=== Exercise requirements ===
Leave the pictures out while you restate every entry below word for word.

══ Exercise data

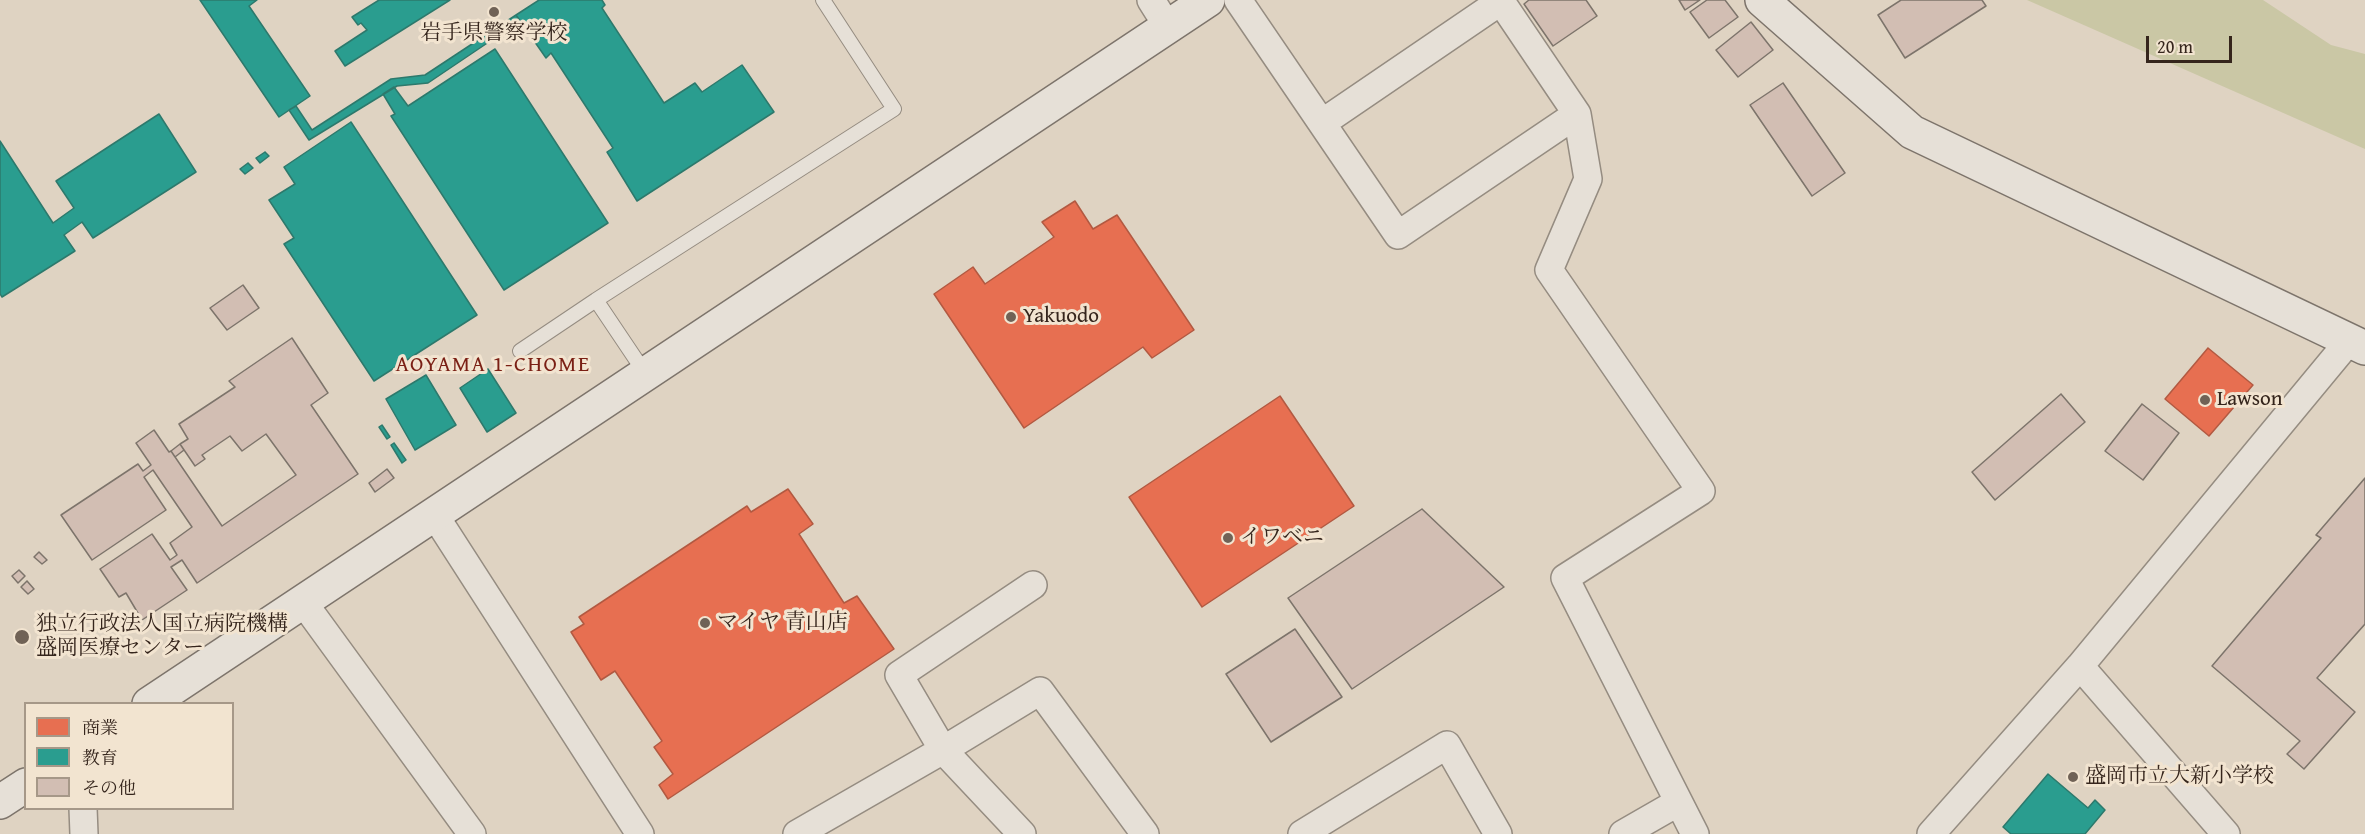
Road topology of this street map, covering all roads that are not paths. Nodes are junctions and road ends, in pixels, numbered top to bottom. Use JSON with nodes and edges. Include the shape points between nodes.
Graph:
{"nodes":[{"id":1,"x":823,"y":0,"type":"edge"},
{"id":2,"x":1208,"y":0,"type":"edge"},
{"id":3,"x":1238,"y":0,"type":"edge"},
{"id":4,"x":1500,"y":0,"type":"edge"},
{"id":5,"x":1762,"y":0,"type":"edge"},
{"id":6,"x":1159,"y":13,"type":"edge"},
{"id":7,"x":1577,"y":114,"type":"junction"},
{"id":8,"x":1322,"y":123,"type":"junction"},
{"id":9,"x":596,"y":300,"type":"junction"},
{"id":10,"x":2357,"y":344,"type":"edge"},
{"id":11,"x":520,"y":351,"type":"dead end"},
{"id":12,"x":645,"y":374,"type":"junction"},
{"id":13,"x":434,"y":514,"type":"junction"},
{"id":14,"x":1033,"y":585,"type":"dead end"},
{"id":15,"x":303,"y":602,"type":"junction"},
{"id":16,"x":2080,"y":666,"type":"junction"},
{"id":17,"x":152,"y":702,"type":"edge"},
{"id":18,"x":943,"y":750,"type":"junction"},
{"id":19,"x":24,"y":786,"type":"edge"},
{"id":20,"x":0,"y":802,"type":"edge"},
{"id":21,"x":1677,"y":803,"type":"junction"},
{"id":22,"x":83,"y":810,"type":"edge"},
{"id":23,"x":827,"y":826,"type":"edge"},
{"id":24,"x":84,"y":834,"type":"edge"},
{"id":25,"x":472,"y":834,"type":"edge"},
{"id":26,"x":640,"y":834,"type":"edge"},
{"id":27,"x":797,"y":834,"type":"edge"},
{"id":28,"x":1022,"y":834,"type":"edge"},
{"id":29,"x":1145,"y":834,"type":"edge"},
{"id":30,"x":1302,"y":834,"type":"edge"},
{"id":31,"x":1498,"y":834,"type":"edge"},
{"id":32,"x":1623,"y":834,"type":"edge"},
{"id":33,"x":1695,"y":834,"type":"edge"},
{"id":34,"x":1931,"y":834,"type":"edge"},
{"id":35,"x":2226,"y":834,"type":"edge"}],
"edges":[{"from":1,"to":9,"type":"lane","via":[[894,109]]},
{"from":2,"to":6,"type":"street"},
{"from":3,"to":8,"type":"street"},
{"from":4,"to":7,"type":"street"},
{"from":4,"to":8,"type":"street"},
{"from":5,"to":10,"type":"street","via":[[1912,132]]},
{"from":6,"to":12,"type":"street"},
{"from":7,"to":8,"type":"street","via":[[1398,235]]},
{"from":7,"to":21,"type":"street","via":[[1588,179],[1549,270],[1701,491],[1565,578]]},
{"from":9,"to":11,"type":"lane"},
{"from":9,"to":12,"type":"lane"},
{"from":10,"to":16,"type":"street"},
{"from":12,"to":13,"type":"street"},
{"from":13,"to":15,"type":"street"},
{"from":13,"to":26,"type":"street"},
{"from":14,"to":18,"type":"street","via":[[899,675]]},
{"from":15,"to":17,"type":"street"},
{"from":15,"to":25,"type":"street"},
{"from":16,"to":34,"type":"street"},
{"from":16,"to":35,"type":"street"},
{"from":18,"to":23,"type":"street"},
{"from":18,"to":28,"type":"street"},
{"from":18,"to":29,"type":"street","via":[[1040,691]]},
{"from":19,"to":20,"type":"street"},
{"from":21,"to":32,"type":"street"},
{"from":21,"to":33,"type":"street"},
{"from":22,"to":24,"type":"street"},
{"from":23,"to":27,"type":"street"},
{"from":30,"to":31,"type":"street","via":[[1447,745]]}]}
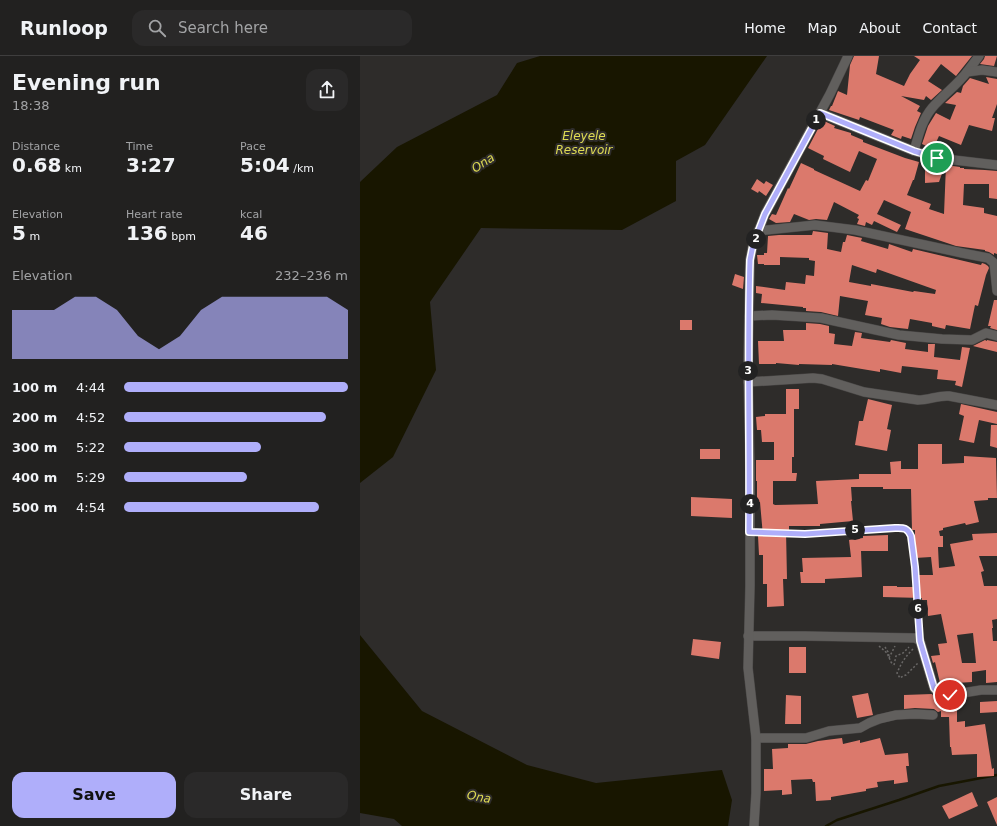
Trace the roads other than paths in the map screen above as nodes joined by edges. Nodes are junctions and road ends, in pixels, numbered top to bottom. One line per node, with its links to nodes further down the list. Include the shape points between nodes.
1 (848, 56): 5 (street)
2 (978, 56): 3 (street)
3 (967, 72): 4 (street); 6 (street, via 931,109)
4 (997, 72)
5 (820, 113): 6 (street); 8 (street, via 765,214)
6 (914, 151): 7 (street, via 937,158)
7 (997, 165)
8 (758, 232): 9 (street, via 815,225 869,232 988,258 994,263); 10 (street, via 750,260)
9 (997, 291)
10 (749, 316): 11 (street, via 820,318 899,334 942,339 972,340 986,333); 12 (street)
11 (997, 336)
12 (748, 382): 13 (street, via 813,378 864,392 918,400 944,395); 14 (street)
13 (997, 405)
14 (748, 636): 15 (street, via 918,639 934,688 942,696); 17 (street, via 748,668)
15 (997, 690)
16 (933, 715): 17 (street, via 896,715 860,728 829,731 806,738)
17 (756, 738): 18 (street)
18 (754, 826)

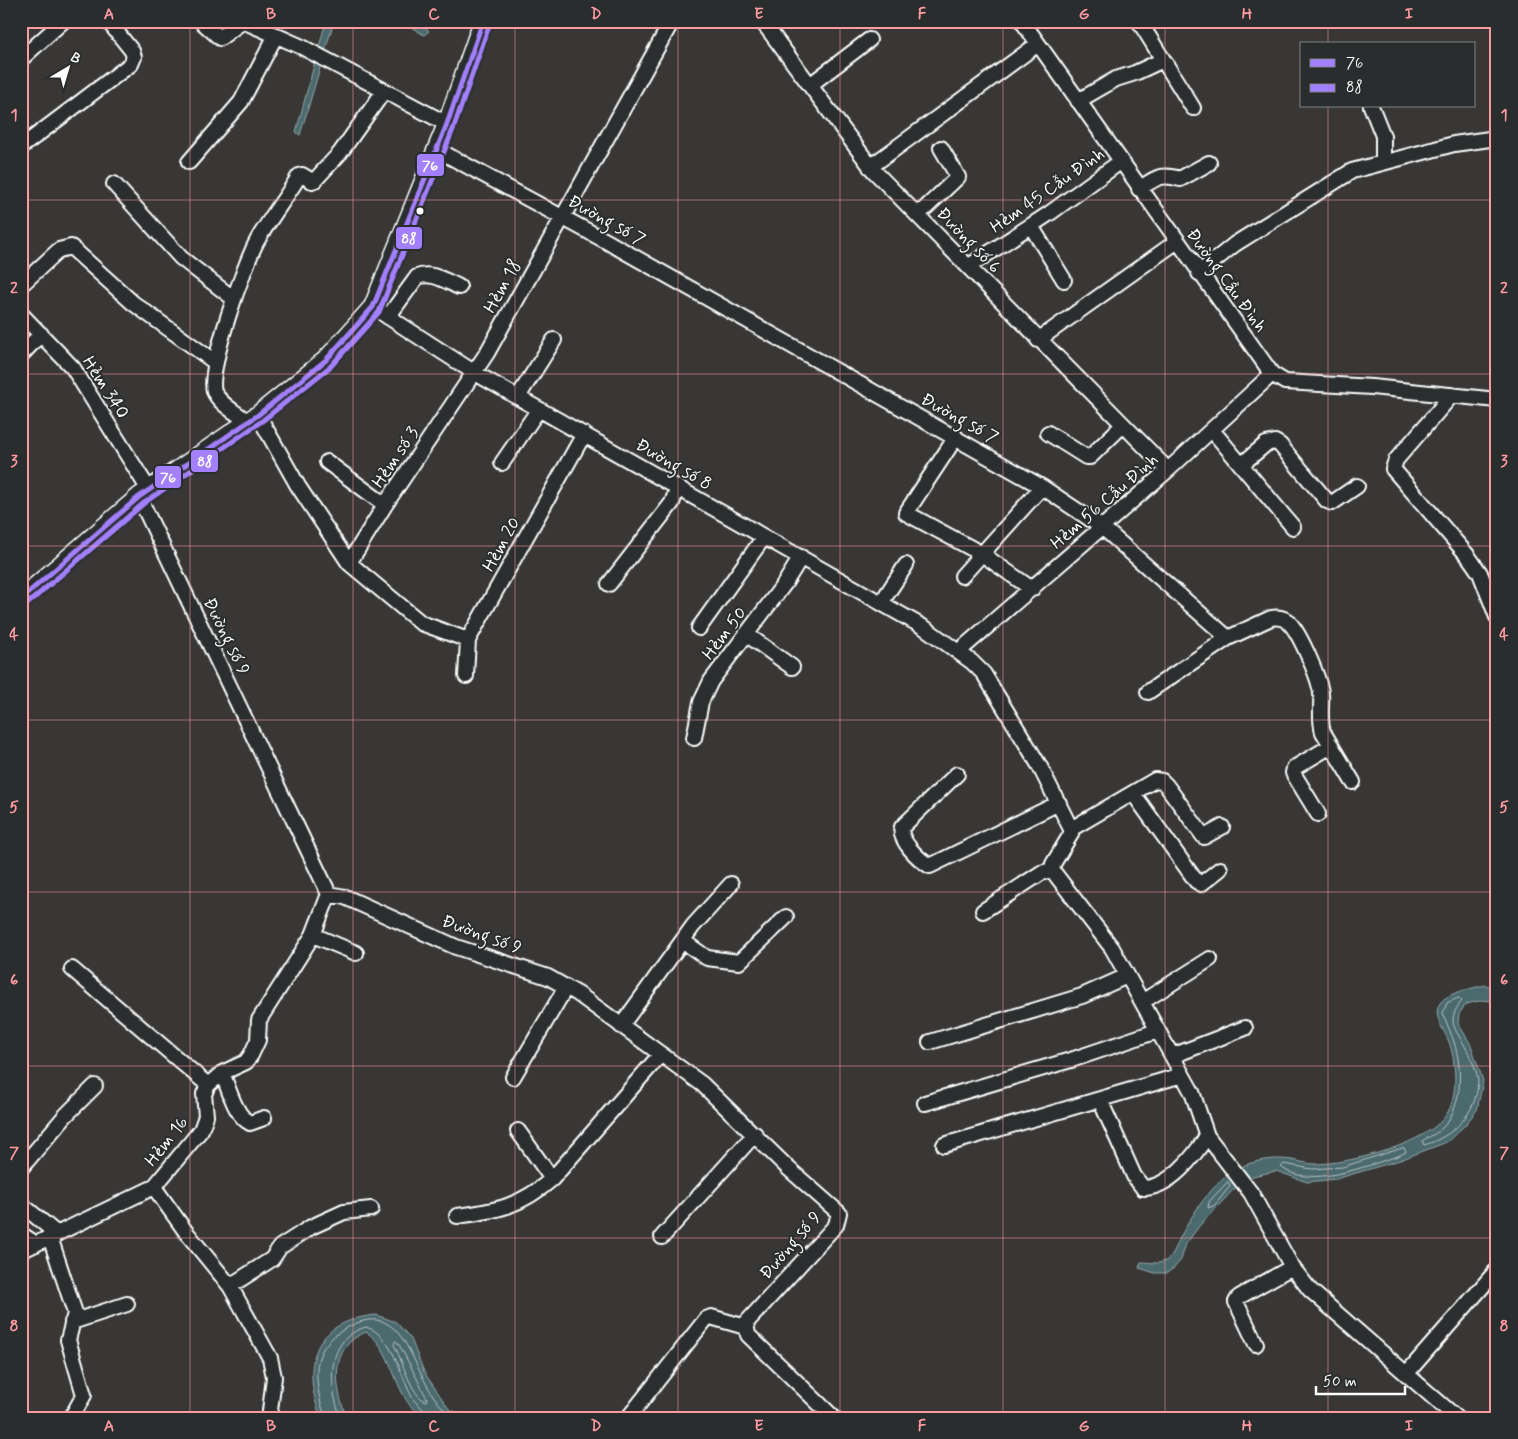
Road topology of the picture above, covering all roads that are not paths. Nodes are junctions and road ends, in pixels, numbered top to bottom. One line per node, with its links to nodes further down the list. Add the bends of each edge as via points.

════

=== Task response ===
Road topology of this street map, covering all roads that are not paths. Nodes are junctions and road ends, in pixels, numbered top to bottom. Use JSON with nodes and edges. Include the shape points between nodes.
Graph:
{"nodes":[{"id":1,"x":823,"y":0,"type":"edge"},
{"id":2,"x":1208,"y":0,"type":"edge"},
{"id":3,"x":1238,"y":0,"type":"edge"},
{"id":4,"x":1500,"y":0,"type":"edge"},
{"id":5,"x":1762,"y":0,"type":"edge"},
{"id":6,"x":1159,"y":13,"type":"edge"},
{"id":7,"x":1577,"y":114,"type":"junction"},
{"id":8,"x":1322,"y":123,"type":"junction"},
{"id":9,"x":596,"y":300,"type":"junction"},
{"id":10,"x":2357,"y":344,"type":"edge"},
{"id":11,"x":520,"y":351,"type":"dead end"},
{"id":12,"x":645,"y":374,"type":"junction"},
{"id":13,"x":434,"y":514,"type":"junction"},
{"id":14,"x":1033,"y":585,"type":"dead end"},
{"id":15,"x":303,"y":602,"type":"junction"},
{"id":16,"x":2080,"y":666,"type":"junction"},
{"id":17,"x":152,"y":702,"type":"edge"},
{"id":18,"x":943,"y":750,"type":"junction"},
{"id":19,"x":24,"y":786,"type":"edge"},
{"id":20,"x":0,"y":802,"type":"edge"},
{"id":21,"x":1677,"y":803,"type":"junction"},
{"id":22,"x":83,"y":810,"type":"edge"},
{"id":23,"x":827,"y":826,"type":"edge"},
{"id":24,"x":84,"y":834,"type":"edge"},
{"id":25,"x":472,"y":834,"type":"edge"},
{"id":26,"x":640,"y":834,"type":"edge"},
{"id":27,"x":797,"y":834,"type":"edge"},
{"id":28,"x":1022,"y":834,"type":"edge"},
{"id":29,"x":1145,"y":834,"type":"edge"},
{"id":30,"x":1302,"y":834,"type":"edge"},
{"id":31,"x":1498,"y":834,"type":"edge"},
{"id":32,"x":1623,"y":834,"type":"edge"},
{"id":33,"x":1695,"y":834,"type":"edge"},
{"id":34,"x":1931,"y":834,"type":"edge"},
{"id":35,"x":2226,"y":834,"type":"edge"}],
"edges":[{"from":1,"to":9,"type":"lane","via":[[894,109]]},
{"from":2,"to":6,"type":"street"},
{"from":3,"to":8,"type":"street"},
{"from":4,"to":7,"type":"street"},
{"from":4,"to":8,"type":"street"},
{"from":5,"to":10,"type":"street","via":[[1912,132]]},
{"from":6,"to":12,"type":"street"},
{"from":7,"to":8,"type":"street","via":[[1398,235]]},
{"from":7,"to":21,"type":"street","via":[[1588,179],[1549,270],[1701,491],[1565,578]]},
{"from":9,"to":11,"type":"lane"},
{"from":9,"to":12,"type":"lane"},
{"from":10,"to":16,"type":"street"},
{"from":12,"to":13,"type":"street"},
{"from":13,"to":15,"type":"street"},
{"from":13,"to":26,"type":"street"},
{"from":14,"to":18,"type":"street","via":[[899,675]]},
{"from":15,"to":17,"type":"street"},
{"from":15,"to":25,"type":"street"},
{"from":16,"to":34,"type":"street"},
{"from":16,"to":35,"type":"street"},
{"from":18,"to":23,"type":"street"},
{"from":18,"to":28,"type":"street"},
{"from":18,"to":29,"type":"street","via":[[1040,691]]},
{"from":19,"to":20,"type":"street"},
{"from":21,"to":32,"type":"street"},
{"from":21,"to":33,"type":"street"},
{"from":22,"to":24,"type":"street"},
{"from":23,"to":27,"type":"street"},
{"from":30,"to":31,"type":"street","via":[[1447,745]]}]}
Trace the roads other than paths in the map screen above as nodes joined by edges. Nodes are junctions and road ends, in pixels, numbered top to bottom. One line per node, with its links to nodes further down the list. Include the shape points between nodes.
1 (848, 56): 5 (street)
2 (978, 56): 3 (street)
3 (967, 72): 4 (street); 6 (street, via 931,109)
4 (997, 72)
5 (820, 113): 6 (street); 8 (street, via 765,214)
6 (914, 151): 7 (street, via 937,158)
7 (997, 165)
8 (758, 232): 9 (street, via 815,225 869,232 988,258 994,263); 10 (street, via 750,260)
9 (997, 291)
10 (749, 316): 11 (street, via 820,318 899,334 942,339 972,340 986,333); 12 (street)
11 (997, 336)
12 (748, 382): 13 (street, via 813,378 864,392 918,400 944,395); 14 (street)
13 (997, 405)
14 (748, 636): 15 (street, via 918,639 934,688 942,696); 17 (street, via 748,668)
15 (997, 690)
16 (933, 715): 17 (street, via 896,715 860,728 829,731 806,738)
17 (756, 738): 18 (street)
18 (754, 826)

Road topology of the picture above, covering all roads that are not paths. Nodes are junctions and road ends, in pixels, numbered top to bottom. One line per node, with its links to nodes further down the list. Add the bends of each edge as via points.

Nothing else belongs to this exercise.